Task objective:
Please copy out every line in the records below that includes the word "into".

Exercise materials:

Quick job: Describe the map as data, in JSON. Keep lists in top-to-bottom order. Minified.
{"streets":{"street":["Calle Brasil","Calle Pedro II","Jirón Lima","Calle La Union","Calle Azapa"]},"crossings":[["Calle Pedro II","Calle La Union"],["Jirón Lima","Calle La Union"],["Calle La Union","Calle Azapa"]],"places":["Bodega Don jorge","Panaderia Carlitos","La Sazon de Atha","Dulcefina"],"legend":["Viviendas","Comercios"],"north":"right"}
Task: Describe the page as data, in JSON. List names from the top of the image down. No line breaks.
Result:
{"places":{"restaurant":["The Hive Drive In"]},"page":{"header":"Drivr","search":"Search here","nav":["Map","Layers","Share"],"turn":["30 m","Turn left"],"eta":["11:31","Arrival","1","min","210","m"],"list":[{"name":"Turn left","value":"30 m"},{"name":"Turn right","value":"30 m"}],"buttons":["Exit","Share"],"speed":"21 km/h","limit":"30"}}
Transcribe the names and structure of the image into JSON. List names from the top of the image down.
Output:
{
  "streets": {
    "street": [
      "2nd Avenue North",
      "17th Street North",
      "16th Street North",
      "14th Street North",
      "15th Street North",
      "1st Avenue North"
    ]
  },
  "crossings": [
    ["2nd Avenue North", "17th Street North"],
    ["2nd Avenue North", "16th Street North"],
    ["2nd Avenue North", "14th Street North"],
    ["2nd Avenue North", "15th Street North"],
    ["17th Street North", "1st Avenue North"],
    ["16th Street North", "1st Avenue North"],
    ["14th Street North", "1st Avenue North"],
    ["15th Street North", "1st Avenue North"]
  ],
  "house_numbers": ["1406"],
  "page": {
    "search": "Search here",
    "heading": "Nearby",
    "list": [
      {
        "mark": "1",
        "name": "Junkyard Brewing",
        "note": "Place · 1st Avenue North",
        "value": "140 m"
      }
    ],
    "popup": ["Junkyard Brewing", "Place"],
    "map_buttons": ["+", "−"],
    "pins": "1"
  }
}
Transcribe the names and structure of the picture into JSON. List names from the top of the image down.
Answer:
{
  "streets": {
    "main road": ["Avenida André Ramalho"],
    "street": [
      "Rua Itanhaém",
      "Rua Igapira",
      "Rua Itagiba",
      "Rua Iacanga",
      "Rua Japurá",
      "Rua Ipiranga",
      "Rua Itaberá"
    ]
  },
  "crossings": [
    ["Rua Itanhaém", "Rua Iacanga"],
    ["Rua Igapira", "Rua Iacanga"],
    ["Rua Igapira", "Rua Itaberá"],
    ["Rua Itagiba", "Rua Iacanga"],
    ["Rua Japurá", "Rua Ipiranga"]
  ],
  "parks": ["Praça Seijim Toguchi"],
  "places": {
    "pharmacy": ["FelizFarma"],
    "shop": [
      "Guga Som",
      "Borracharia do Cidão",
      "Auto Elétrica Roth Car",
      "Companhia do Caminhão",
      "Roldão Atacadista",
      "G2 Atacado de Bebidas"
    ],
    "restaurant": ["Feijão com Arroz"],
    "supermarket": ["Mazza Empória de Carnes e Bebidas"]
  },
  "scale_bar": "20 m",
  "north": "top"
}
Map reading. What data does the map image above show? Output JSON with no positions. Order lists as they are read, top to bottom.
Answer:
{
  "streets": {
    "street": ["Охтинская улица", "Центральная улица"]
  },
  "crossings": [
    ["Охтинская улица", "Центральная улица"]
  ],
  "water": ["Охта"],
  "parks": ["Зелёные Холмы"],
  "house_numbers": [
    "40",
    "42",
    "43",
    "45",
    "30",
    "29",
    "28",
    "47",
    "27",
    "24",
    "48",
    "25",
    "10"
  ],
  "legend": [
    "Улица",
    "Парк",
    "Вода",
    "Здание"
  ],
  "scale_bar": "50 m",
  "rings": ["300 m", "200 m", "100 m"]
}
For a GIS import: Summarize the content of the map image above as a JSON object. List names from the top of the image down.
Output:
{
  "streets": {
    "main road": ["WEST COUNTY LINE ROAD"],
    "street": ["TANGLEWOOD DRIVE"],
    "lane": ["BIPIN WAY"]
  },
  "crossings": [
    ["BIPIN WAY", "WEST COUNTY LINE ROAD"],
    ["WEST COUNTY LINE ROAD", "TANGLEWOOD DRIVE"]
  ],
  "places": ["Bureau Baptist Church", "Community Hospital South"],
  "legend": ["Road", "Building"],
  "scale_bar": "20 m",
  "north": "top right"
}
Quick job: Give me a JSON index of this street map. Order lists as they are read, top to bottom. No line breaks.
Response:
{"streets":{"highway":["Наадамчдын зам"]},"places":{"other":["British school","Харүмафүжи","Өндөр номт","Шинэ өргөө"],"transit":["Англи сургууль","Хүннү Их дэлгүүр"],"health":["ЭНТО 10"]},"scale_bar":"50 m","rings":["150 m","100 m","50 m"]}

Completed task:
Transcribe the names and structure of the image into JSON. List names from the top of the image down.
Transcribe the names and structure of the picture into JSON. List names from the top of the image down.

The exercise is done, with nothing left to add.